An organization in Antioch teaches dance to empower young people. A handful of other Middle Tennessee nonprofits help feed and clothe struggling families. At Thompson’s Station, a program uses horses to help victims recover from trauma.

These are three of two dozen Middle Tennessee organizations currently fundraising through August 12 as part of the Gannett Foundation’s A Community Thrives.

The 2022 A Community Thrives program, a $2 million initiative created by the Gannett Foundation, will award grants to groups seeking to improve their communities. Gannett, the parent company of the USA TODAY Network, sponsors A Community Thrives.

Crowdfunding program:Help Nonprofits Get Grants Through The Gannett Foundation’s Crowdfunding Program

Since the program’s inception in 2017, more than $17 million has been donated through crowdfunding efforts and paid out to more than 500 organizations.

How it works

Nonprofits have one month to fundraise through the Mightycause online platform to reach a minimum of $3,000 or $6,000, depending on the group’s operating budget, in order to qualify as a grantee of the grant.

Through the site, users can donate to an organization of their choice by filtering the type of cause, location, and category.

Organizations will be able to keep the money they raise, but the best projects will also be eligible for additional grants to support their change ideas.

In addition to funding, A Community Thrives increases the visibility of participating organizations with national and local media coverage and exposes the organizations’ missions to potential new donors.

“This is a national program with equal opportunity for small, fledgling organizations and well-established organizations. Building community through connections and helping communities thrive are key drivers of the program,” Madden said.

Top fundraisers from all walks of life will receive a total of $200,000 in grants and all eligible organizations will be eligible for consideration for National Project and Local Operating Grants.

More than 700 organizations applied for the $2 million initiative in hopes of implementing community development ideas.

There are 24 Middle Tennessee nonprofits and municipal organizations participating this year.

Alyssa Leonard attends the Home Heart Heritage Black History Month Quilt Project Workshop at the Monthaven Cultural and Arts Center in Hendersonville on Saturday, January 30.

A Community Thrives: Meet the Middle Tennessee Participants

Meet the organizations in Middle Tennessee that help your communities.

Cheatham, Montgomery Counties

Paragon Mills Elementary School principal, Dr. Shawnna Pierce, presents Book'em books to a child at Paragon Mills Elementary School Friday, April 17, 2020, in Nashville, Tenn.

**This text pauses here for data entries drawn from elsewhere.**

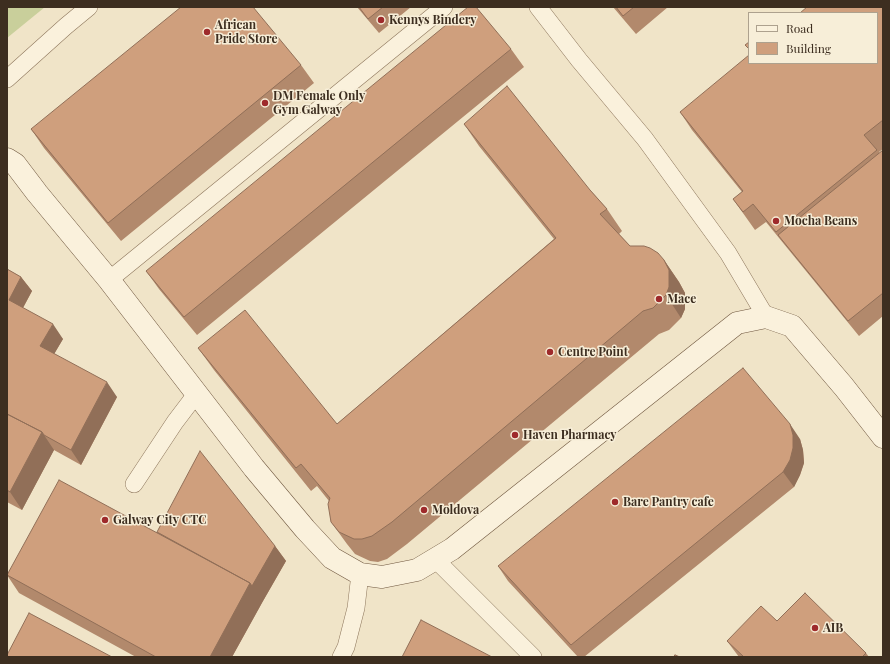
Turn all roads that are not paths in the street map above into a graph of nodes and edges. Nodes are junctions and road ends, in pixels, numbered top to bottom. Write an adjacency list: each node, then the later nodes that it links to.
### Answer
1 (89, 7): 4 (lane)
2 (444, 7): 6 (lane)
3 (538, 7): 7 (lane)
4 (7, 79)
5 (7, 159): 6 (street)
6 (109, 280): 8 (street)
7 (766, 317): 9 (street); 11 (street)
8 (197, 393): 10 (lane); 12 (street)
9 (883, 437)
10 (134, 484)
11 (435, 559): 12 (street); 14 (lane)
12 (360, 574): 13 (lane)
13 (341, 657)
14 (533, 657)

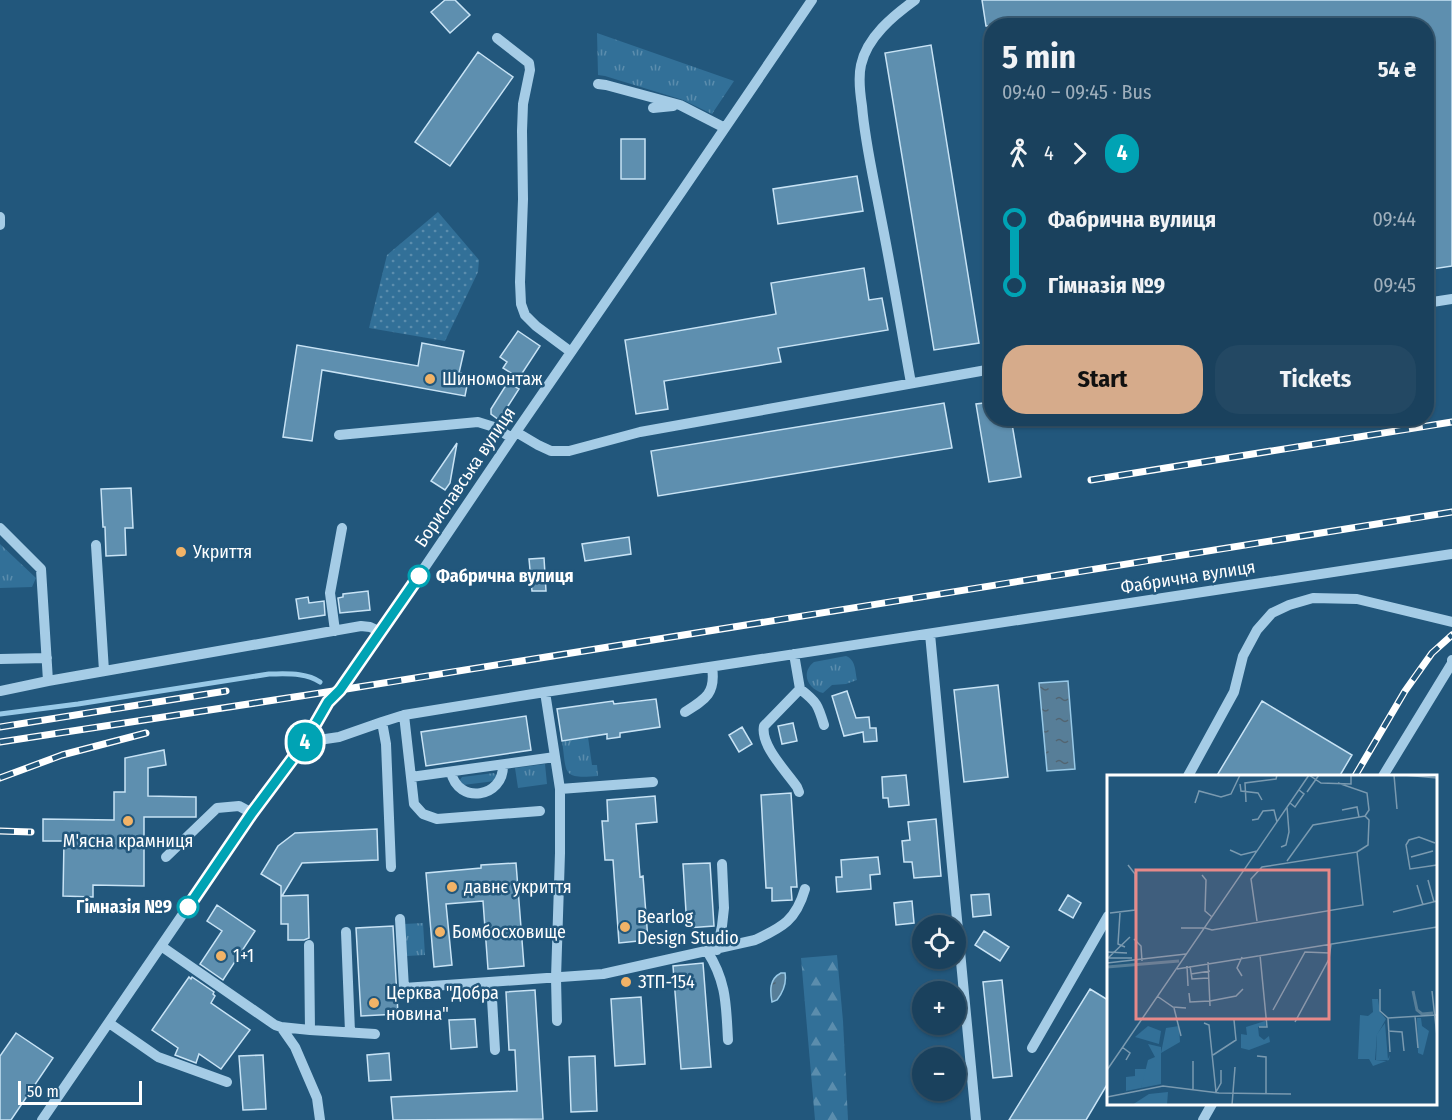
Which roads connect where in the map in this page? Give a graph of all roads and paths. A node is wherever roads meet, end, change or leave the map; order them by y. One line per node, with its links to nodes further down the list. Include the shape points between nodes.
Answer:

RELATED:Maury County Chaplain Ministries

County of Maury

Alyssa Leonard, left, participates in the Home Heart Heritage Black History Month Quilt Project Workshop at the Monthaven Cultural and Arts Center in Hendersonville on Saturday, January 30.

Williamson County

Rutherford County

Middle Tennessee, Nashville area

  • Arts Inside, Cowan: A community-based organization that provides arts and education programs to incarcerated people and their families in rural central Tennessee.
  • Moves and Grooves Inc., Antioch: Inspiring young people to grow and explore through creative arts programs.
  • Gallatin Cares, Gallatin: Provides short-term relief and economic assistance to people in need in Sumner County.
  • Recovery Court of Sumner County, Gallatin: Reducing recidivism through support services, mentoring and funding to help participants integrate into society after incarceration.
  • Monthaven Cultural and Arts Center, Hendersonville: A creative, visual and performing arts center that offers classes, exhibits and events.
  • Covenant Cupboard, Madison: Community food pantry serving the Madison area.
  • Nashville Civic Design Center, Nashville: Advocating for civic design that promotes cohesive neighborhoods that thrive.
  • Nashville Angels, Nashville: Serving youth and families in the foster community through intentional giving, relationship building and mentorship.
  • Oasis Center, Nashville: Counselling, outreach and leadership programs to help youth in crisis transition into productive adulthood.
  • API (Asian and Pacific Islander) Middle Tennessee, Nashville: Supporting Asian-owned and immigrant-owned businesses.
  • Small World Yoga Inc., Nashville: Free, donation-based yoga for all communities and ages, including detention centers, schools, and homeless shelters.
  • Book’em, Nashville: Providing free books to promote literacy for Nashville children.